[Research Case] Carnegie Mellon University's New Breakthrough in Studying Humano

2024-05-08

The research team at Carnegie Mellon University recently published an innovative study, which developed a real-time human to humanoid (H2O) full body remote control system. It is worth mentioning that the humanoid robots in the experiment are the H1 ReS humanoid robots from Unitree, which have also evolved faster recently (3.3 m/s) and can perform backflip in place.

This is a reinforcement learning (RL) based framework that enables real-time full body remote operation of full-size humanoid robots using only RGB cameras. To create a large-scale human motion retargeting motion dataset for humanoid robots, we propose a scalable "Sim To data" process to filter and select feasible movements using privileged motion simulators. Then, we use these fine movements to train a robust real-time humanoid motion simulator in the simulation and transmit it to a real humanoid robot in a zero sample manner. We have successfully achieved remote operation of dynamic full body movements in real scenes, including walking, back jumping, kicking, turning, waving, pushing, boxing, etc. As far as the team knows, this is the first demonstration to achieve real-time human like remote operation based on learning.

Human Motion Retargeting

Reinforcement Learning

Due to their resemblance to humans in appearance, humanoid robots are highly suitable for real-time remote control. The research team aims to use RGB cameras to convert human gestures into the behavior of humanoid robots in real-time. In addition, this technology enables teams to collect a large amount of high-quality human operation data for robots to use, among which imitation learning can be applied to tasks of humanoid robot remote control.
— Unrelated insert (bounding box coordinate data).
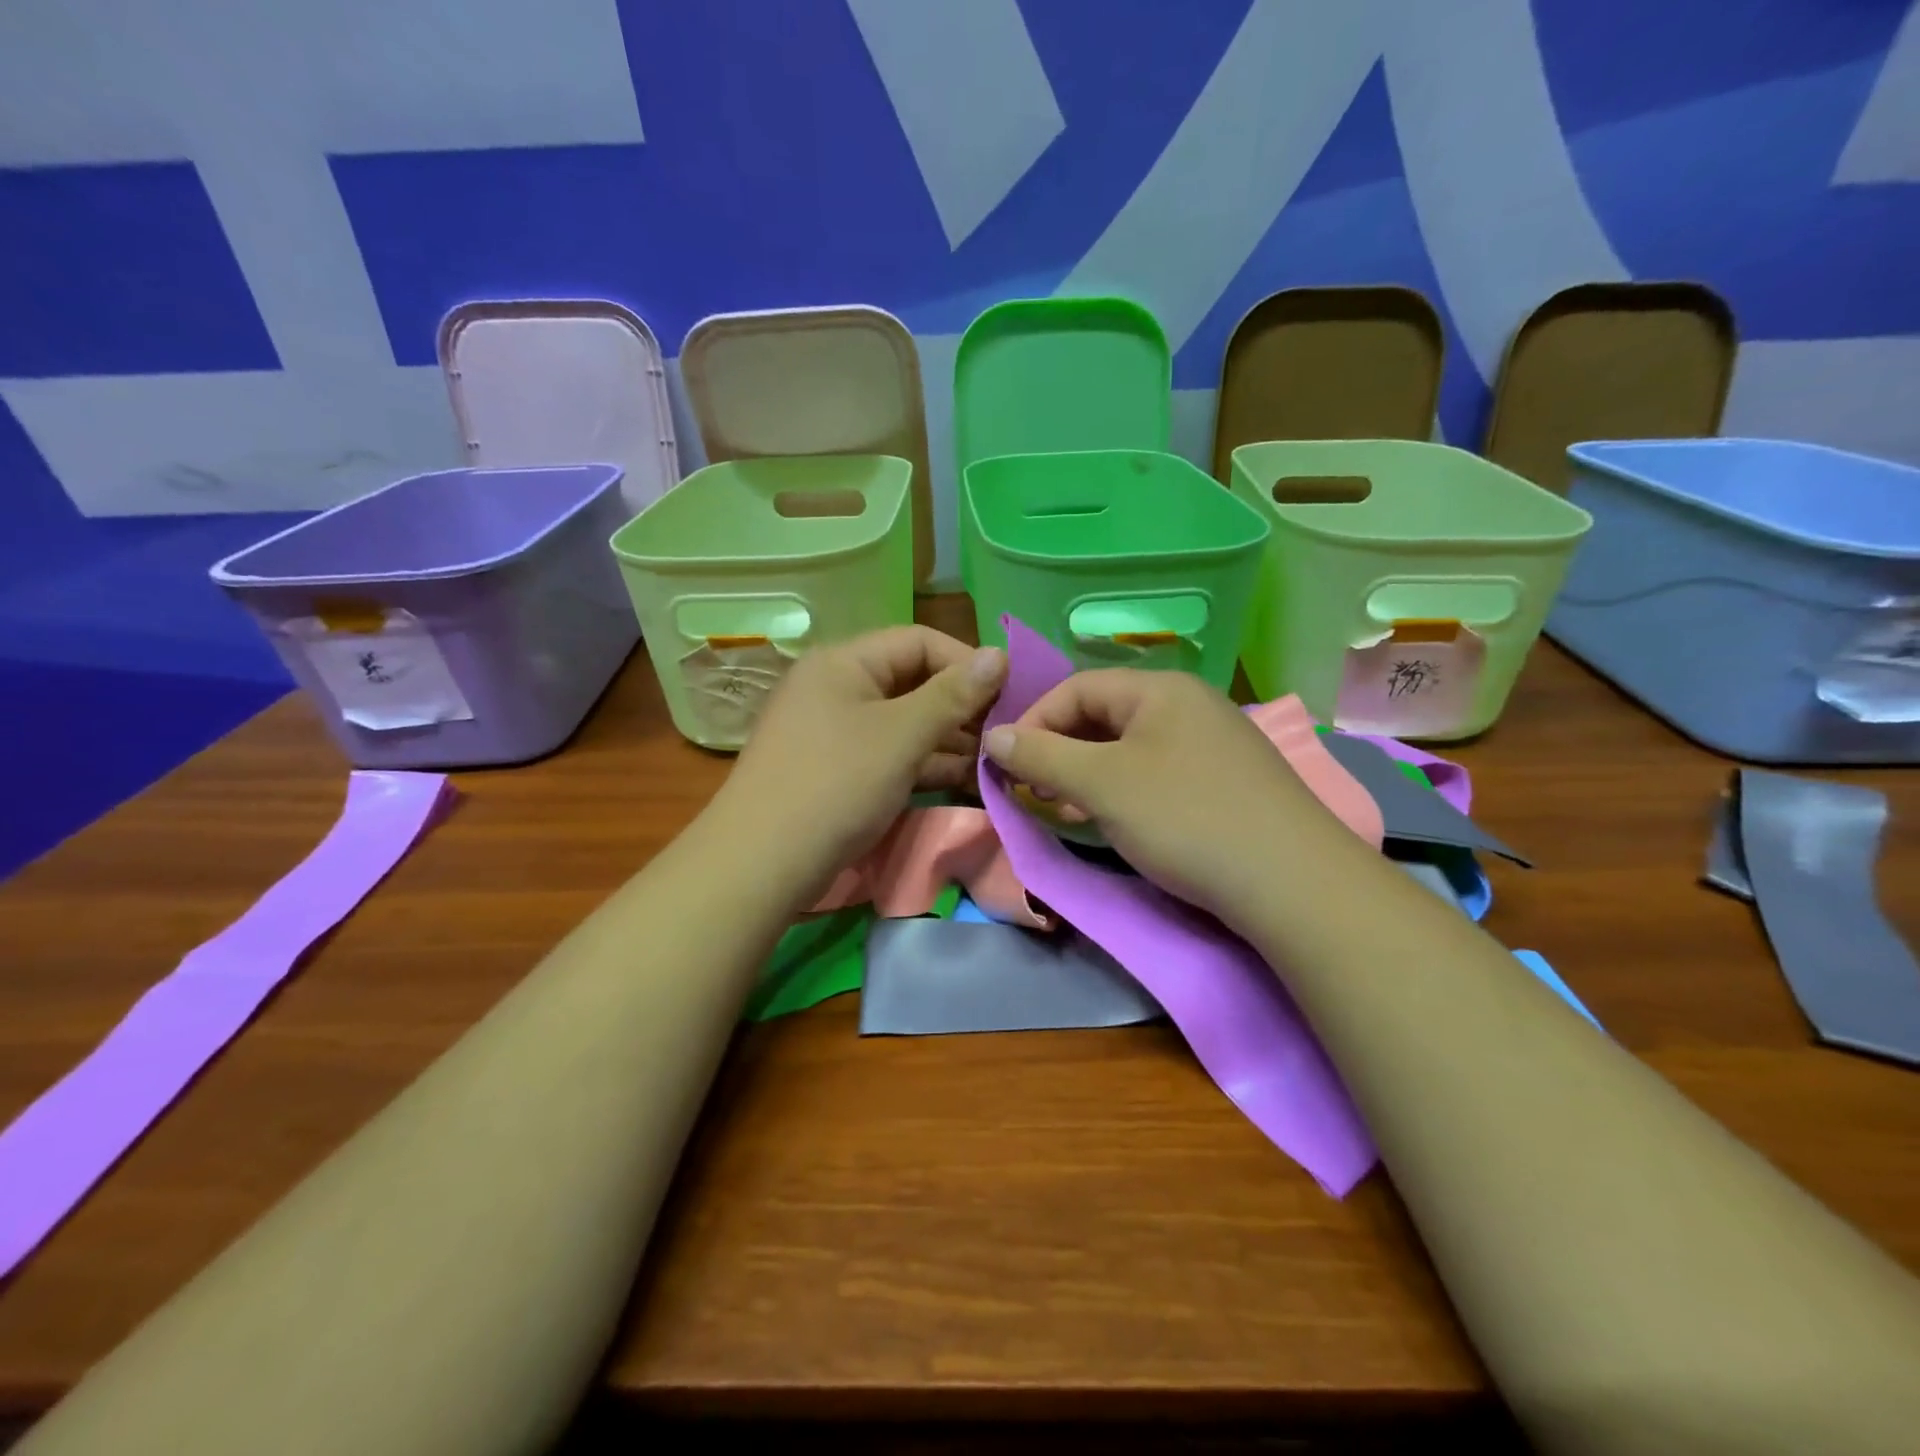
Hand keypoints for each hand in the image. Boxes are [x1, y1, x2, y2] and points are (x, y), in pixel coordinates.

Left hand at [714, 626, 1006, 888]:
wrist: (762, 863)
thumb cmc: (836, 784)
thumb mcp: (902, 735)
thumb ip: (953, 694)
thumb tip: (998, 653)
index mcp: (844, 662)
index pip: (918, 641)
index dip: (966, 662)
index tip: (1010, 692)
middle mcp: (837, 687)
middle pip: (912, 681)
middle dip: (961, 705)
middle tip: (1006, 732)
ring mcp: (836, 731)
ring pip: (905, 722)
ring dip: (950, 738)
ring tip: (996, 760)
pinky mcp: (839, 770)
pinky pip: (891, 753)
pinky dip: (926, 763)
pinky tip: (966, 780)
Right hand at [982, 669, 1341, 925]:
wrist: (1291, 882)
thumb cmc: (1185, 817)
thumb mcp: (1102, 784)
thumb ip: (1042, 756)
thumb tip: (993, 735)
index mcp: (1160, 689)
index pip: (1076, 688)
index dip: (1034, 722)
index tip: (1006, 766)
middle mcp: (1189, 704)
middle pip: (1104, 716)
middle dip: (1061, 752)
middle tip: (1037, 793)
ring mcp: (1214, 743)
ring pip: (1130, 748)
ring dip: (1089, 775)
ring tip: (1070, 811)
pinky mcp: (1227, 781)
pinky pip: (1159, 772)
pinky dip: (1125, 791)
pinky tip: (1119, 822)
However, for a long time, the full body control of humanoid robots has been a challenge in the field of robotics, and the complexity increases when attempting to make humanoid robots mimic real-time freeform human movements.

The recent progress in reinforcement learning (RL) in humanoid robot control provides a feasible alternative solution. Firstly, reinforcement learning (RL) has been applied in the field of graphics to generate complex human actions, perform multiple tasks, and follow real-time human actions recorded by cameras in simulations.
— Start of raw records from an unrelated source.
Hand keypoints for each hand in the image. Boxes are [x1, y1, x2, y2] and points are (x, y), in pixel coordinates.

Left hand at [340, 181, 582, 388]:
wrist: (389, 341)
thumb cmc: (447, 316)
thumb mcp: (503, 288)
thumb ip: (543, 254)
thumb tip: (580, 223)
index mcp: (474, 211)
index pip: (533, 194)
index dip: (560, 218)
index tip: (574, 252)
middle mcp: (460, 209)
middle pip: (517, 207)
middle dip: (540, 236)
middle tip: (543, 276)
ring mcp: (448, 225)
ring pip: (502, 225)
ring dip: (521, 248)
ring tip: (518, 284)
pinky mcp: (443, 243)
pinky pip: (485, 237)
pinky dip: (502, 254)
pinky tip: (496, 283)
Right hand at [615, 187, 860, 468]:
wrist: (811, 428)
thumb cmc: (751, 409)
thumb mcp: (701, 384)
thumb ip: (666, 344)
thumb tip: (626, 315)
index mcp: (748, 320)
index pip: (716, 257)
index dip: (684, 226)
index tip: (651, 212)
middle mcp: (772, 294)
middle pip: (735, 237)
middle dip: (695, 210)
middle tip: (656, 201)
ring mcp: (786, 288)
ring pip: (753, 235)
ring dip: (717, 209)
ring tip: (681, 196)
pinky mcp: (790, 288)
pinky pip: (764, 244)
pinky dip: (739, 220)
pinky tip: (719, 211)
However, due to the impractical state space in design and the neglect of hardware limitations such as torque/joint limitations, it has not been confirmed whether these technologies can be applied to full-size humanoid robots. Despite this, RL has achieved stable and fast bipedal walking in practical environments, but to date, there has been no research on RL based remote control of full body humanoid robots.
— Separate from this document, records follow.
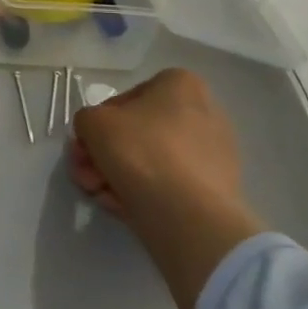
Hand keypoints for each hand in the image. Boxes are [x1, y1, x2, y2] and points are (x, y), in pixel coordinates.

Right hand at [69, 68, 264, 308]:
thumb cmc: (140, 155)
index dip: (101, 126)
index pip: (127, 99)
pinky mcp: (220, 196)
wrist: (189, 222)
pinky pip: (169, 189)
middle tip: (86, 177)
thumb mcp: (93, 124)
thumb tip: (95, 140)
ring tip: (101, 199)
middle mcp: (206, 114)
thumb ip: (86, 121)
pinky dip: (144, 198)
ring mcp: (218, 157)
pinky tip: (124, 213)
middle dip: (106, 155)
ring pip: (152, 163)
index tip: (87, 151)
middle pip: (138, 133)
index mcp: (181, 86)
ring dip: (120, 178)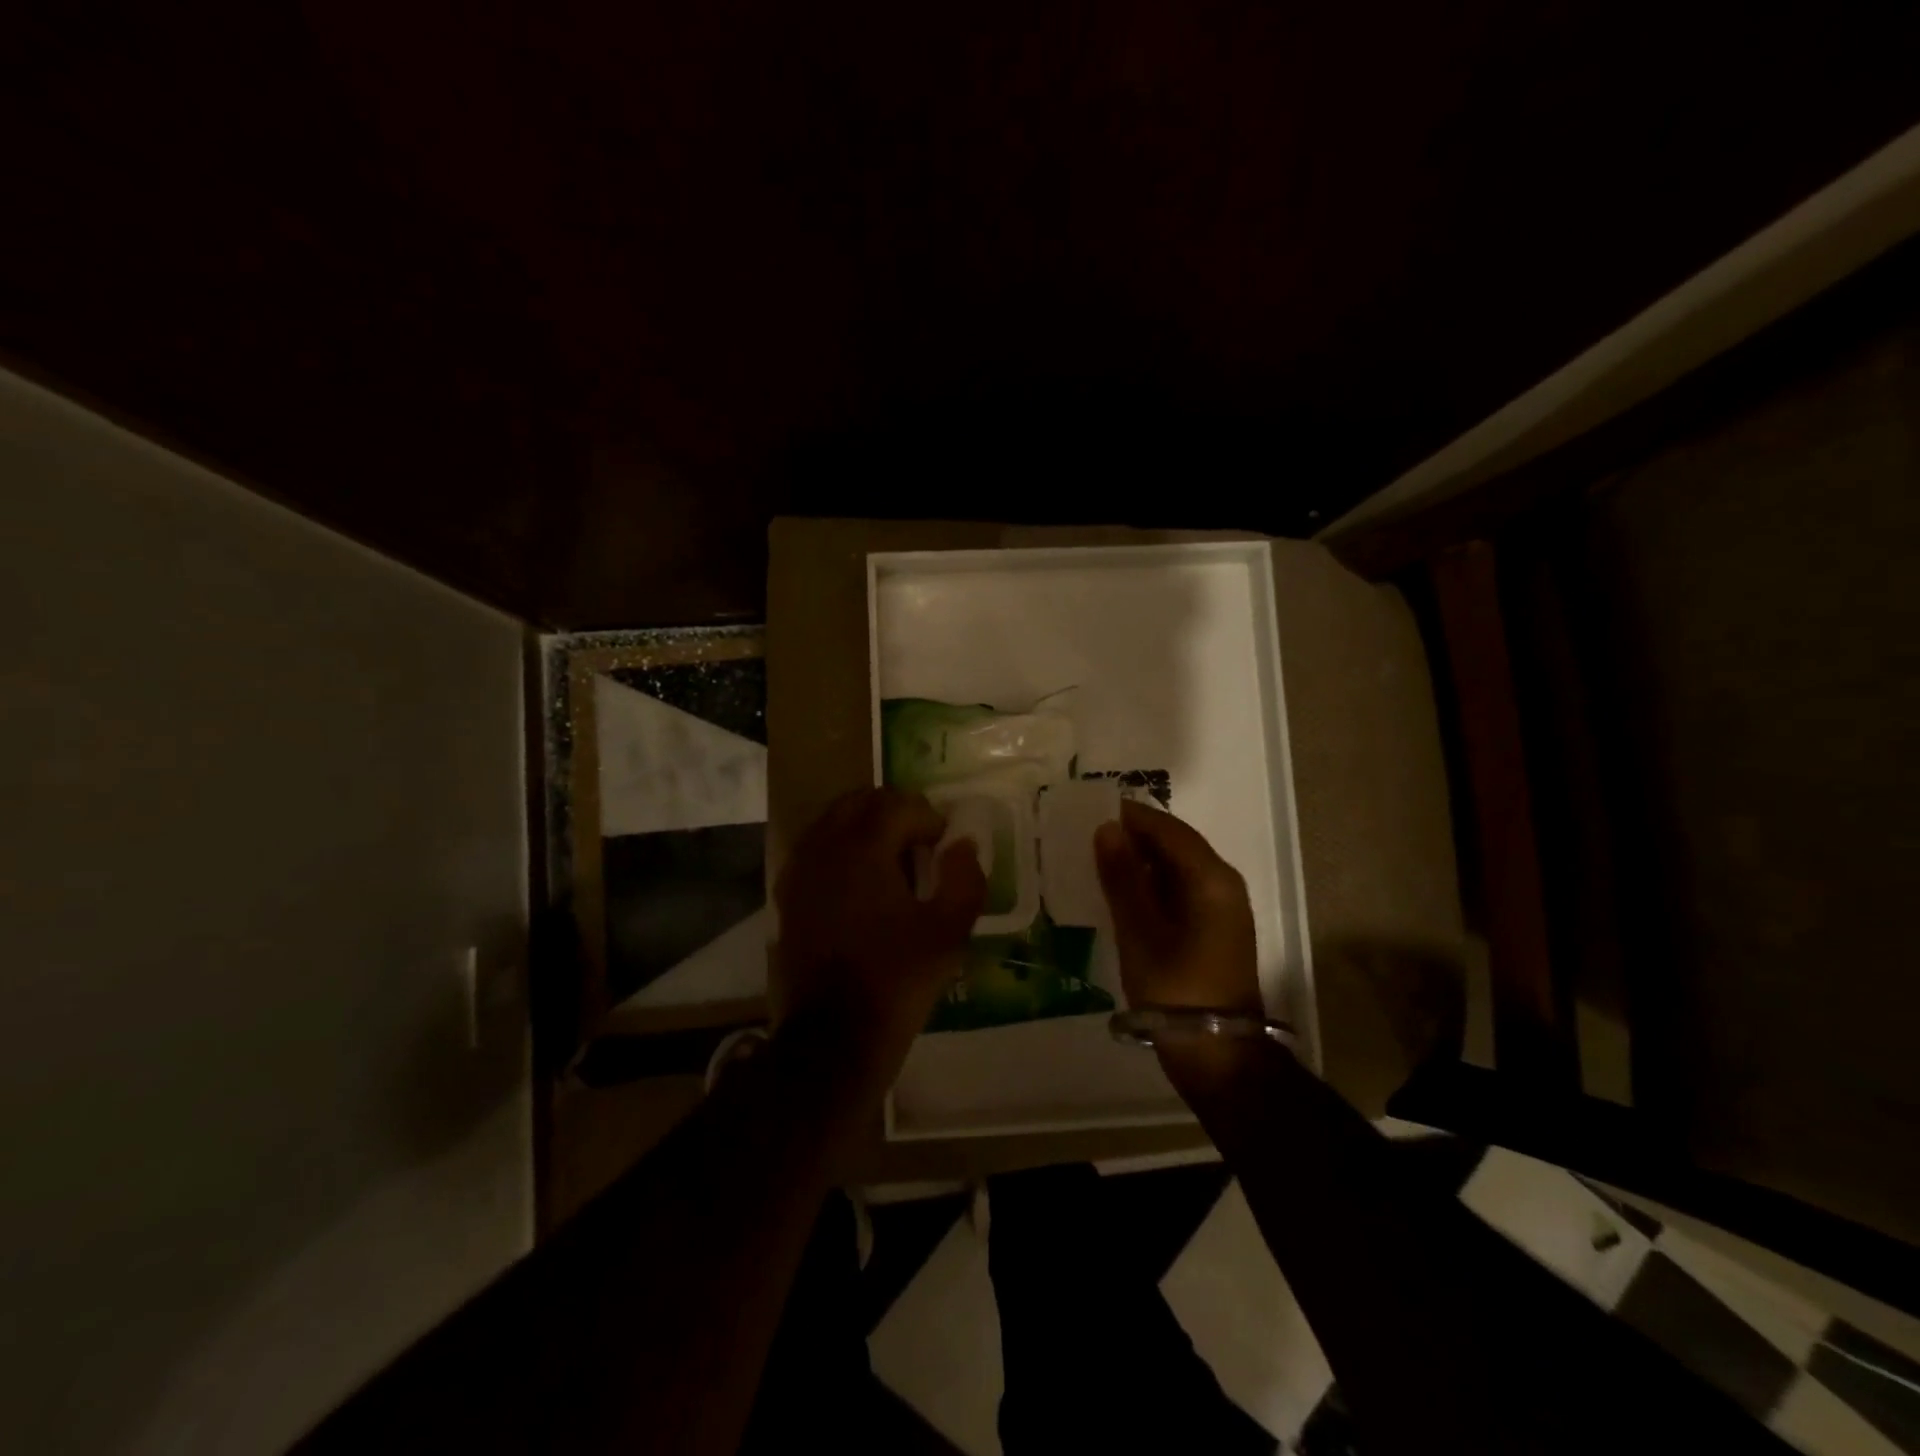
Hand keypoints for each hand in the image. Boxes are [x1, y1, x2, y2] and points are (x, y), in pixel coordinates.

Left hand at [773, 788, 985, 1084]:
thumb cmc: (897, 979)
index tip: (945, 844)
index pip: (897, 804)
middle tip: (920, 841)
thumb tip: (963, 844)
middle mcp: (824, 847)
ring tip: (891, 858)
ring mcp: (799, 870)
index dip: (928, 817)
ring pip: (831, 820)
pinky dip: (839, 848)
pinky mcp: (787, 895)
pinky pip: (814, 849)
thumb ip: (965, 877)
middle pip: (858, 801)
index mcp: (862, 848)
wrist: (834, 1035)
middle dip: (894, 810)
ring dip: (864, 826)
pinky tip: (858, 881)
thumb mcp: (949, 931)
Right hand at [1094, 800, 1262, 1016]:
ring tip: (1097, 862)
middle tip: (1087, 838)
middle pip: (1175, 844)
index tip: (1089, 811)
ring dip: (1140, 862)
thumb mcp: (1140, 930)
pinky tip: (1121, 894)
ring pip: (1177, 868)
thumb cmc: (1175, 989)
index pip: (1168, 828)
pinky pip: (1180, 890)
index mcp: (1211, 878)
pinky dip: (1151, 886)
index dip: (1130, 816)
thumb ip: (1123, 876)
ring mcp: (1222, 909)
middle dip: (1133, 837)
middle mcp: (1223, 884)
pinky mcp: (1214, 930)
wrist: (1218, 1056)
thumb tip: (1107, 828)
Progress in real-time full body remote control of humanoid robots

The Human to Humanoid (H2O) system of this team is a scalable learning based system that utilizes only one RGB camera to achieve real-time full body remote control of humanoid robots. Researchers claim that through a new sim to data process and reinforcement learning, their approach solves the complex problem of converting human actions into actions that humanoid robots can perform.

Using a comprehensive full body action simulator, similar to a Persistent Humanoid Controller (PHC), the team proposed a method for training and seamless transition to real-world deployment, using zero shot learning.

As seen in the video shared by the team, the framework involves a Unitree H1 humanoid robot, which comes with a D435 visual camera and a 360 degree LiDAR. It can achieve real-time remote control of humanoid robots through a human operator and a simple network camera interface. The system can easily be coordinated by human operators to perform diverse tasks, including picking and placing, kicking and striking actions, pushing strollers, and so on.

Method

H2O framework

Retargeting: In the first stage, the process aligns the SMPL body model to a humanoid's structure by optimizing shape and motion parameters. The second stage refines this by removing artifacts and infeasible motions using a trained privileged imitation policy, yielding a realistic and cleaned motion dataset for the humanoid.
Sim-to-Real Training: A imitation policy is trained to tracking motion goals sampled from cleaned retargeting dataset.
Real-time Teleoperation Deployment: The real-time teleoperation deployment captures human motion through an RGB camera and a pose estimator, which is then mimicked by a humanoid robot using the trained sim-to-real imitation policy.